The capturing of stack traces as discussed earlier can help in debugging problem connections by printing the trace in a debug statement. A far more advanced capability is to telnet into the connection pool and generate reports that show connections that are checked out and those on the free pool. You can also add reporting on statements and the last run SQL statement. This feature is typically used in a support mode, where the DBA can turn on tracking either in the lab or at a customer location to recreate the problem. During the recreation, they can log in to the ConnectionPool and monitor what is actually happening, and determine if connection management is the cause. The implementation of the console capability is well beyond this article’s scope, but worth thinking about.

Conclusion

As a development DBA, it is your responsibility to protect the database. By adding a solid, well-tested layer between developers and your beloved database, you can greatly reduce risk and provide additional tools for tracking and reporting problems.

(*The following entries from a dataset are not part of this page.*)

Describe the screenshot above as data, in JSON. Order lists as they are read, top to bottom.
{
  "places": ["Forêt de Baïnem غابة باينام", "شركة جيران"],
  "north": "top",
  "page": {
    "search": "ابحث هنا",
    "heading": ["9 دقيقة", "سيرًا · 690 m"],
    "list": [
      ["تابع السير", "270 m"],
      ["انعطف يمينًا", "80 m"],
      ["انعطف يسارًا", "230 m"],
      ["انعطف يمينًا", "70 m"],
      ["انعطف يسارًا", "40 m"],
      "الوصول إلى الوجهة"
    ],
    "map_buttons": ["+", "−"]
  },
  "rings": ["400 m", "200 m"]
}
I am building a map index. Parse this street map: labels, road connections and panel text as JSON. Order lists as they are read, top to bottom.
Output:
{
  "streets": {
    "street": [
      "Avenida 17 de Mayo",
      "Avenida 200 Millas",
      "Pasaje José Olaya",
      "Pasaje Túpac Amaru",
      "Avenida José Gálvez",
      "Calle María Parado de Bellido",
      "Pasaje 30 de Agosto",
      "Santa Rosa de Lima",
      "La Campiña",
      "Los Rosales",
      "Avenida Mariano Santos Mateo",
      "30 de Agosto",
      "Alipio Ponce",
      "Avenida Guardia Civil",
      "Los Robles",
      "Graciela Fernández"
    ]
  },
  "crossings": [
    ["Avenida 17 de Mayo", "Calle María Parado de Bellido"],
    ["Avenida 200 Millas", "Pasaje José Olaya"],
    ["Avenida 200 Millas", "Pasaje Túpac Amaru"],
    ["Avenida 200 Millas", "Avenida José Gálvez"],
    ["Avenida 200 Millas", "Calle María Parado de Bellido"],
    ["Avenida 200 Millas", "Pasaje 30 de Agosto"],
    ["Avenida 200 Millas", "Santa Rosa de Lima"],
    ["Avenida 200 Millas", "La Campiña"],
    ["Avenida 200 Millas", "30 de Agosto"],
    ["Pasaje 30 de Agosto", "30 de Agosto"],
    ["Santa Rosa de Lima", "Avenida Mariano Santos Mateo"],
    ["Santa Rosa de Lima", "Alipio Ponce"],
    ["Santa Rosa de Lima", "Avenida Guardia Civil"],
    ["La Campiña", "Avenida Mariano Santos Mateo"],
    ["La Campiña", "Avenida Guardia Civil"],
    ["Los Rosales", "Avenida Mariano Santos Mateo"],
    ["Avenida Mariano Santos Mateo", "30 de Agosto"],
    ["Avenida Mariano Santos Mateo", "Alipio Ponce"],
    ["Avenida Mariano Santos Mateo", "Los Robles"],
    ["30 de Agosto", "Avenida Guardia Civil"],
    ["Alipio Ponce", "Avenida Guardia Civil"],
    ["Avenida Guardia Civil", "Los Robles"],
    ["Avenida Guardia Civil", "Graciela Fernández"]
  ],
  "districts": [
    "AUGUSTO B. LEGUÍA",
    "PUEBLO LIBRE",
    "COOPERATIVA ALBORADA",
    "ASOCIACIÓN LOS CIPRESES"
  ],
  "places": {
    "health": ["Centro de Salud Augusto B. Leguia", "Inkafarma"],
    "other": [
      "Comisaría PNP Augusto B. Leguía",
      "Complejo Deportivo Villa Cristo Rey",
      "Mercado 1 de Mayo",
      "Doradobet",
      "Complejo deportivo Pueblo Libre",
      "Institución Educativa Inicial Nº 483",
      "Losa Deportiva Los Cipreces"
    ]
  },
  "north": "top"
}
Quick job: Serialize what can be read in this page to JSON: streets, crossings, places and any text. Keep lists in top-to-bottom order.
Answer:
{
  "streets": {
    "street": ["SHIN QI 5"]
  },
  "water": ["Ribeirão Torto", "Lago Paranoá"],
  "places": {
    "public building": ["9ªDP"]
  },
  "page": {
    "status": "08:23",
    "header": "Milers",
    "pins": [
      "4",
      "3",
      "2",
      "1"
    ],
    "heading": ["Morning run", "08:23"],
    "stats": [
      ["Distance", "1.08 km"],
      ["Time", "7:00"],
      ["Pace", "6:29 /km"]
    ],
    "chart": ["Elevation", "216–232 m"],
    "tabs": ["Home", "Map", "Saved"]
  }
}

The ideas and sample framework provided here are a starting point. Every time an engineer does something new and different that causes a problem for the database, you should immediately evaluate whether you can prohibit or report on the issue should it happen again. If you expect the need to move between drivers, this layer of abstraction can make that task far easier, and in the extreme case, it can allow a move between database platforms.

Todd Loomis is an independent consultant, who specializes in database design and development frameworks. He has designed systems in many areas, including the aerospace, legal, financial, energy, computer networking, and pharmaceutical industries. He has been developing and supporting products using SQL Anywhere for more than six years.